Discussing the interrelations between the Burtonian vision of the melancholy reader and his concepts of space, the article explores the terms of isolation Burton establishes in order to construct the library. The article is also an analysis of the problem of border transgression, which is constitutive for the notion of melancholy. Finally, the article presents issues involving the moulding of the brand new man Burton envisions: a man free of melancholy and inhabiting the supposedly isolated space of the library.

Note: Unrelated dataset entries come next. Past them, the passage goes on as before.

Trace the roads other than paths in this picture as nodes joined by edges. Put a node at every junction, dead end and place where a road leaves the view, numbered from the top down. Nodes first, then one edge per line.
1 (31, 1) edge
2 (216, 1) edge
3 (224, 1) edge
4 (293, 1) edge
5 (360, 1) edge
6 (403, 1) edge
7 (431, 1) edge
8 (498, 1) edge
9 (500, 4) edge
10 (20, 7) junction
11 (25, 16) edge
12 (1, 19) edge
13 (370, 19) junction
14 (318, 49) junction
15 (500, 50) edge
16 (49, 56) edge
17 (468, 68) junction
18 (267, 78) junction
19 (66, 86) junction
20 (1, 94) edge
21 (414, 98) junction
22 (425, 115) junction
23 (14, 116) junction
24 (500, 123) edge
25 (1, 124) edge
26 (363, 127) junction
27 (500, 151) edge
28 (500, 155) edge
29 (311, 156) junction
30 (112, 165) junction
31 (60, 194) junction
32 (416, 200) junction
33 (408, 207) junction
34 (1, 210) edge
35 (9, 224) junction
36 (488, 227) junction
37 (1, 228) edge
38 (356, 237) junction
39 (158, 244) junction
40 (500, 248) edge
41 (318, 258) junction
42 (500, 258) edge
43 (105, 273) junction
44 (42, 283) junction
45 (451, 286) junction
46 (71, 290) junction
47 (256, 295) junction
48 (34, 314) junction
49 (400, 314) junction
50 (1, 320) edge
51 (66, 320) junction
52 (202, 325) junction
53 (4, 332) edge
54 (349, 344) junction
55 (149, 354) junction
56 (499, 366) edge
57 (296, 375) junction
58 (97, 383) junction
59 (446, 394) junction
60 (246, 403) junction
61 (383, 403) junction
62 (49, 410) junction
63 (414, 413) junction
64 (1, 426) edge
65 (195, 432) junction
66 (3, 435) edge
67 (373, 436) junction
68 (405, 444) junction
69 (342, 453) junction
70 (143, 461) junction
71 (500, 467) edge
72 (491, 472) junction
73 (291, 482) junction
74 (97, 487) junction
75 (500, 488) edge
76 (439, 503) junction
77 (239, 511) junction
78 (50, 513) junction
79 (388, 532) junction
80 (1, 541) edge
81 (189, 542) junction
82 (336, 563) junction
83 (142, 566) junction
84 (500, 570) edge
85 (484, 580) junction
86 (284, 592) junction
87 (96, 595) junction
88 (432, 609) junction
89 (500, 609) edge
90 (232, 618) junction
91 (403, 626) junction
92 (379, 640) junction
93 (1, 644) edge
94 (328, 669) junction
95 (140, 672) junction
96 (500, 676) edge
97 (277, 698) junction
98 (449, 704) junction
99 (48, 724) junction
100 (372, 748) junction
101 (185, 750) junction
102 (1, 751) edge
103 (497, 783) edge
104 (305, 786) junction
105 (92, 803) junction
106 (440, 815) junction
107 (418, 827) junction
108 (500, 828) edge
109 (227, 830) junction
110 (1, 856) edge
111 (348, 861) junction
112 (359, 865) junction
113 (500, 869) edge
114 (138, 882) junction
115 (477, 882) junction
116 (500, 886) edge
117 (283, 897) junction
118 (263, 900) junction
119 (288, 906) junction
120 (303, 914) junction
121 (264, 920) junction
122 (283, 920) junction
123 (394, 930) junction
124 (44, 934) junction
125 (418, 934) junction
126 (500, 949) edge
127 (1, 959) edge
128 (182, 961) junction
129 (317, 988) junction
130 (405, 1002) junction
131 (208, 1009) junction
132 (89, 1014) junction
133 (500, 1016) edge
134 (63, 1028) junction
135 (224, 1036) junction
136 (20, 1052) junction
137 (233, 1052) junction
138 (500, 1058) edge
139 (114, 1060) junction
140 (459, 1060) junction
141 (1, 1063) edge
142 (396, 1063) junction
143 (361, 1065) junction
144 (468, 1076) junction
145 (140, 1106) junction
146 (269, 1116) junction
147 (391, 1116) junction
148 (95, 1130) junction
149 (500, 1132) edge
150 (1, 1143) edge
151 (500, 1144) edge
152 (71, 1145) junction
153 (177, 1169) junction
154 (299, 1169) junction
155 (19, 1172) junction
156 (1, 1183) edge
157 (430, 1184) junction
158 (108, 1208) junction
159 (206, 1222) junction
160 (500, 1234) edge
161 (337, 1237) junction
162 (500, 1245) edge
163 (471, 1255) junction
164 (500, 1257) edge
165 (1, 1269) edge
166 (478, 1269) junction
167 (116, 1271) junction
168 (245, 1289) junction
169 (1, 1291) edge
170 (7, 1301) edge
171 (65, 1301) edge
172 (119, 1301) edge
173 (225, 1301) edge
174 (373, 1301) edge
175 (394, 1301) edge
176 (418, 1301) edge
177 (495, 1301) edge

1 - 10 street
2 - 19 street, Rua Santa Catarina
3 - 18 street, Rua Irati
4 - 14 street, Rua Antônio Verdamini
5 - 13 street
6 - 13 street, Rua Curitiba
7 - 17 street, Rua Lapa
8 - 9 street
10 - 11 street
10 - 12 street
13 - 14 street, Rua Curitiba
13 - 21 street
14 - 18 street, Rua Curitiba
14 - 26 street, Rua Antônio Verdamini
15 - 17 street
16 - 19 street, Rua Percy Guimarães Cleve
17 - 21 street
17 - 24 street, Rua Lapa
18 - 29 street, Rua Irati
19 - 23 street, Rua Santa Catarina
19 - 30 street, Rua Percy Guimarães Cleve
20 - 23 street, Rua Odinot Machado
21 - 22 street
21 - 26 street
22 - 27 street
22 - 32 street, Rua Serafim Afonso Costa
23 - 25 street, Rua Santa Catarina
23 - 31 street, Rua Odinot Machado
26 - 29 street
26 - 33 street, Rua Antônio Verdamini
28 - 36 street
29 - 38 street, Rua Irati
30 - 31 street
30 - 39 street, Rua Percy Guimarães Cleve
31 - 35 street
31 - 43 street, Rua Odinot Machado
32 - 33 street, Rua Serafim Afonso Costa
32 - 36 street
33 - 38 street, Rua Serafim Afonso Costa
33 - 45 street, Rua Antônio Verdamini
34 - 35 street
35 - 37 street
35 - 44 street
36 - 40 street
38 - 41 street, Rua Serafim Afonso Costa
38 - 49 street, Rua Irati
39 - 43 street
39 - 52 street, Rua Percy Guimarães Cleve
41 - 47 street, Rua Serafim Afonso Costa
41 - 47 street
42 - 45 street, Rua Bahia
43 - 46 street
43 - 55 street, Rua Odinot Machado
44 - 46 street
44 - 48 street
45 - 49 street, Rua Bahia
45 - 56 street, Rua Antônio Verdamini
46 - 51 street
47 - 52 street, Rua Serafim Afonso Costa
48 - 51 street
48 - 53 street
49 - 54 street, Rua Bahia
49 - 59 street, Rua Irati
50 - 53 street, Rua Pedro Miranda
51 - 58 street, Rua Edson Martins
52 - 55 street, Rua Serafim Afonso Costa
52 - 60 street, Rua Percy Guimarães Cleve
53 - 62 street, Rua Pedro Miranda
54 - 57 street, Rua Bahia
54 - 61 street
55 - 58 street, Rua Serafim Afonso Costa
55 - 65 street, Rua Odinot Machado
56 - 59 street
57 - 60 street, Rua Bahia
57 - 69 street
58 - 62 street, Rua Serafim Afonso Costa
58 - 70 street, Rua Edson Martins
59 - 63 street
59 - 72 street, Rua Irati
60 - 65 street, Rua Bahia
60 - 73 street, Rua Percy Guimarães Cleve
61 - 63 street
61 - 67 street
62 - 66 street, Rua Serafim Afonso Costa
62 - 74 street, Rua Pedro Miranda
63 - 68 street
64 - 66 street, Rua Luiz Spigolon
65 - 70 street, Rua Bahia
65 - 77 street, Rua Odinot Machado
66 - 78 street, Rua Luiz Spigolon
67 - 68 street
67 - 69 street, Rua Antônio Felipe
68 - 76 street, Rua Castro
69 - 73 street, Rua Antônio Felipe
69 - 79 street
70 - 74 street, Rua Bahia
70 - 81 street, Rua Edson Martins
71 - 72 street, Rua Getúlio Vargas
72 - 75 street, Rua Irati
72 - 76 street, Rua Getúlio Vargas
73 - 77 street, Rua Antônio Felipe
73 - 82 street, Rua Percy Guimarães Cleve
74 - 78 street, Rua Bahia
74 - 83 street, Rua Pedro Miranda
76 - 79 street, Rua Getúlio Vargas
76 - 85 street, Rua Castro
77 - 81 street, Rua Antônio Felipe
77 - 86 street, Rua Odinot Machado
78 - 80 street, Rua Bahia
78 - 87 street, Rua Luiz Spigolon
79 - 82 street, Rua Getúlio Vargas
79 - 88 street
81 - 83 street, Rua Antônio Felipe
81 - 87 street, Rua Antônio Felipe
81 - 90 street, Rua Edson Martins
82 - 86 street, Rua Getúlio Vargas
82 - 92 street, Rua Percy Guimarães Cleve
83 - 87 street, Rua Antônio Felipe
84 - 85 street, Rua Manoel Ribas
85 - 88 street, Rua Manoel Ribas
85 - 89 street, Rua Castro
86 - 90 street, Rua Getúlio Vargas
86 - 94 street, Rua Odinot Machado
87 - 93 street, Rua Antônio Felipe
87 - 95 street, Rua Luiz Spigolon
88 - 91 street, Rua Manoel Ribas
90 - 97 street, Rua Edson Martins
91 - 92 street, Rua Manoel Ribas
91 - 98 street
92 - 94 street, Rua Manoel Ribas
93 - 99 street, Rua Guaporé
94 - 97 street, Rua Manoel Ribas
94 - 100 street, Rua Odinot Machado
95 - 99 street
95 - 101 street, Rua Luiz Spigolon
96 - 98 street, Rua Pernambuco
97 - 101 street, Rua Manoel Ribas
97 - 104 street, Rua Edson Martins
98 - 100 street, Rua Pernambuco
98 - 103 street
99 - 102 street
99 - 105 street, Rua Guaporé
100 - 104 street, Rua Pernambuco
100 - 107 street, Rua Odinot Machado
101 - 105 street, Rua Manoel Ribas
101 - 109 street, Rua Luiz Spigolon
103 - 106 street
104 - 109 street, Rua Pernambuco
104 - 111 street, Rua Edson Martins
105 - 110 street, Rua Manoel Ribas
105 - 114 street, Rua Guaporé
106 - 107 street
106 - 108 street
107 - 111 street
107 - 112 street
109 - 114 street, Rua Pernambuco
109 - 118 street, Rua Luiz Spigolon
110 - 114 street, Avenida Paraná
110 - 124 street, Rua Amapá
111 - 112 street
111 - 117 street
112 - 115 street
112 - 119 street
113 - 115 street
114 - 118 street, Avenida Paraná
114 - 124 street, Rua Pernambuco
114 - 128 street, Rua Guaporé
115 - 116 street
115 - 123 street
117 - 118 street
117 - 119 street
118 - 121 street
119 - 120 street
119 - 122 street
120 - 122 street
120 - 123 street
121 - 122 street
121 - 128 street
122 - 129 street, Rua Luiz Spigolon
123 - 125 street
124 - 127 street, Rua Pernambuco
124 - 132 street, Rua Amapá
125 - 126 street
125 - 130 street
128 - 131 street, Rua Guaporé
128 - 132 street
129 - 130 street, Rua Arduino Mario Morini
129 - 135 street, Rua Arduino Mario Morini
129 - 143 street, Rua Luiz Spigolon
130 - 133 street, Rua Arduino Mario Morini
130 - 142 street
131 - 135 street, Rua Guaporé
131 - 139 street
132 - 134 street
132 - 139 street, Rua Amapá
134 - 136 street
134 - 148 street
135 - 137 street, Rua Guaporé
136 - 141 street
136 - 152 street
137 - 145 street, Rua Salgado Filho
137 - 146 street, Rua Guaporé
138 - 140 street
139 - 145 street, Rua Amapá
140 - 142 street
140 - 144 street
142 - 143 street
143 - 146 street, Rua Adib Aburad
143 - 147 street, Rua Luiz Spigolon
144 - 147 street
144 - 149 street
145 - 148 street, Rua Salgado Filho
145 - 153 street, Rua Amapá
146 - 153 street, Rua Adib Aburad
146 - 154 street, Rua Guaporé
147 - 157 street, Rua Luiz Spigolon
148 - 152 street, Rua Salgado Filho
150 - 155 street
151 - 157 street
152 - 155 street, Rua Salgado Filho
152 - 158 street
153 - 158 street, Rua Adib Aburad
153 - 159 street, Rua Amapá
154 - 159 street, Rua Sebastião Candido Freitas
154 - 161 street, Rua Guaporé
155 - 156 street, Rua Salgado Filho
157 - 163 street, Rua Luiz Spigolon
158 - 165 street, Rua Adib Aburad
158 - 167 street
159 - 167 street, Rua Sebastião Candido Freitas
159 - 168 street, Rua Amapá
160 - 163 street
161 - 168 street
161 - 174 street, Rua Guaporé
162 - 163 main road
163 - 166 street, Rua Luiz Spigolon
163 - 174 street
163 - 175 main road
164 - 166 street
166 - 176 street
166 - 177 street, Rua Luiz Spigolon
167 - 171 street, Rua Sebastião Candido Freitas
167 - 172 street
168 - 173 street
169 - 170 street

Keywords: Burton; library; melancholy; reader; space
When Robert Burton, the author of The Anatomy of Melancholy (1621), decides to describe the space of the library as constituting a therapeutic measure against the melancholy condition, he reserves for the description the middle part of his three-volume work. He introduces the library in the Second Section, Member Four of the Second Partition, entitled 'The Cure of Melancholy'. Thus he enfolds the vision of the library in his writing, which itself is a library of quotations penned within his own study functioning as his private library. Since the library occupies the innermost space of Burton's work, studying, the supreme 'exercise and recreation of the mind' associated with the space of the library is what Burton classifies as a strictly indoor activity, one performed 'within doors' (II, 86). (1) Thus the image of the library envisioned by Burton could never be complete without the express mention of the bolted doors which form an indissociable part of the library experience as he quotes after Heinsius, the keeper of the library at Leyden in Holland: '"I no sooner" (saith he) "come into the library, but I bolt the door to me"' (II, 91). The moment of bolting the doors, which entails a very hermetic gesture, seems essential for the library to constitute itself, to become accessible to the reader and thus to be of curative value to the melancholy patient.
This article sets out to explore the terms of the proscribed enclosure and the ways in which Robert Burton tries to negotiate the limits of the library in order to situate the melancholy 'mind within doors' (II, 86) and thus complete the illusory task of designing a space free of melancholy.
The sign of bolted doors inscribes the library in prison architecture, which is very close to the way King James understands the idea of library when, in one of the quotations Burton uses to construct his library, the monarch claims: 'If I were not a king, I would be a university man: and if it were so that I must be a prisoner, if I might have my wish, I would desire to have no other prison than that library, and to be chained together with so many good authors et mortuis magistris" (II, 91). The quotation implicates the space of the library in questions of state. It is the king who, wishing to remain within the library, envisages himself in the role of either a scholar or even a prisoner as he associates these two seemingly incongruous roles with the enclosed space of the library. Thus the library is perceived in terms of both a scholarly venue and a prison, as the king's discourse provides the two heterogeneous spaces with a link, the chain: the linking instrument par excellence. The chain, while introducing uneasy tension between the two otherwise disparate spaces, not so much collapses them into one, as makes them overlap, transpose, infiltrate one another.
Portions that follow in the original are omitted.